Empire state of mind

6 min read

FASHIONINSIDER

Thoroughly New York-based fashion designer Ulla Johnson tells us about the influence of travel on her vision – and her plans to open a store across the pond

FROM ABOVE The AW23 Ulla Johnson collection features hand stitching, merino wool macramé, crochet and clamp-dyed prisms across layered halters, billowing silhouettes and soft tailoring
PHOTOS: COURTESY OF ULLA JOHNSON

The curated shelving spanning the entire length of Ulla Johnson’s Manhattan office wall is captivating. “Oh my goodness, I built all this before we lived in a time of Zoom, but now it comes in handy,” she says, turning around and admiring her backdrop.
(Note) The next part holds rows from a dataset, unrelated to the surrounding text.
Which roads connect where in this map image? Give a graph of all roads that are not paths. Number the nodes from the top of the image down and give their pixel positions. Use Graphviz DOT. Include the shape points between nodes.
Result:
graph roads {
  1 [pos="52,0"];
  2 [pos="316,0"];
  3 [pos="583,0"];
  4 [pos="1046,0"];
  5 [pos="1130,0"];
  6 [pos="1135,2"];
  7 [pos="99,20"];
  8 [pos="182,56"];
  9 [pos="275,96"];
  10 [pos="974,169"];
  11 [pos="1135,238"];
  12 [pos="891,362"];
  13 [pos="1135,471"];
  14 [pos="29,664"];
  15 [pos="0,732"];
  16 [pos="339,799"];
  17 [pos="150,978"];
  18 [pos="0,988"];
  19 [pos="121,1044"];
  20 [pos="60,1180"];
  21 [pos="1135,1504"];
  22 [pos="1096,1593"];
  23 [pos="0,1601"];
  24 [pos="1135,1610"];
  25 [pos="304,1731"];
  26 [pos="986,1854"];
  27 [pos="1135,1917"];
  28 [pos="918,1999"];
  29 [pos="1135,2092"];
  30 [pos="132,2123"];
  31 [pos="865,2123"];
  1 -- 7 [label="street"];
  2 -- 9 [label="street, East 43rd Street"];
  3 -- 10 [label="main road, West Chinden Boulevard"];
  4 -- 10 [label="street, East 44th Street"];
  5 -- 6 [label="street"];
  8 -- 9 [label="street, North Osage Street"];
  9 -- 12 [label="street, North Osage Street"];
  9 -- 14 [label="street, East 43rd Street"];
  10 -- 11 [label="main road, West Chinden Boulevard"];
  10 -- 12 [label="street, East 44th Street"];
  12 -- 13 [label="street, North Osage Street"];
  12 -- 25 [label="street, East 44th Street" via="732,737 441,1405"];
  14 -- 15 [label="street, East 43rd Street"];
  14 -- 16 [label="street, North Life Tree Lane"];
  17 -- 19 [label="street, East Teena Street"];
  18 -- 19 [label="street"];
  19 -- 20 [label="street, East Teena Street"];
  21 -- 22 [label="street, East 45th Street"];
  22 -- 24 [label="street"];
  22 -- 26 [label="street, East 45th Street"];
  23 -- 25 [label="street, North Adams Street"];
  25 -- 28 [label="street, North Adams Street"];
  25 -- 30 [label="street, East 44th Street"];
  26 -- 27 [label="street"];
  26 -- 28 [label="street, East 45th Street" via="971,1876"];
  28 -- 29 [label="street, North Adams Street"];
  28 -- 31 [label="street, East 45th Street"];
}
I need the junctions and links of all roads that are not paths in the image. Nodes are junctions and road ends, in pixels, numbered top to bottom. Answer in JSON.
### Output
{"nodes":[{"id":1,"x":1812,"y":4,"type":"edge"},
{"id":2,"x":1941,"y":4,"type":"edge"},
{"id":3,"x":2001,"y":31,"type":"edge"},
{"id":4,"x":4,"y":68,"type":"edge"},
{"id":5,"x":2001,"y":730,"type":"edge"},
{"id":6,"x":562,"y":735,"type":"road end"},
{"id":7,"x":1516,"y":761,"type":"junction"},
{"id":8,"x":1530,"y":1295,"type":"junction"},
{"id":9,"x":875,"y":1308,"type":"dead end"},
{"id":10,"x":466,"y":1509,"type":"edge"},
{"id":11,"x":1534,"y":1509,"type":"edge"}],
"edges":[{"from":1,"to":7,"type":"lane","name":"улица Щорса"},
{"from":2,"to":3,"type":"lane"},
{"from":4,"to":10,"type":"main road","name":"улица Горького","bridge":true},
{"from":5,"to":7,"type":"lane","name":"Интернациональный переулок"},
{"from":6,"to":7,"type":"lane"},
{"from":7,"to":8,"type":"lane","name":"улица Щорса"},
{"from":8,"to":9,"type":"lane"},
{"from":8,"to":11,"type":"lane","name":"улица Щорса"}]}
Jam-packed with ceramics, books and objet d’art, it provides a fascinating window into the world of the designer, whose love of art, literature and travel continues to influence her globally informed collections. But despite travelling extensively and continually employing the skills of artisans from around the world, Ulla’s fashion shows are purely New York-centric.

Since the pandemic, which she’d rather not mention but does so for context, she’s felt an increasing need to embrace the city. “I’ve taken it upon myself to champion New York and its cultural centres,” she explains.

“I’m from New York and have such an affinity for the city and guess in times of turbulence and difficulties we either love or hate where we are – and I did end up feeling a renewed commitment to New York.”

The brand’s most recent show, SS24, took place two weeks before we speak. It was presented at Powerhouse Arts, the former Brooklyn Rapid Transit Company’s central power station, which, after being used as a squat for years, was renovated by Swiss architects Herzog & de Meuron,

who sympathetically preserved a lot of the building’s original interior features.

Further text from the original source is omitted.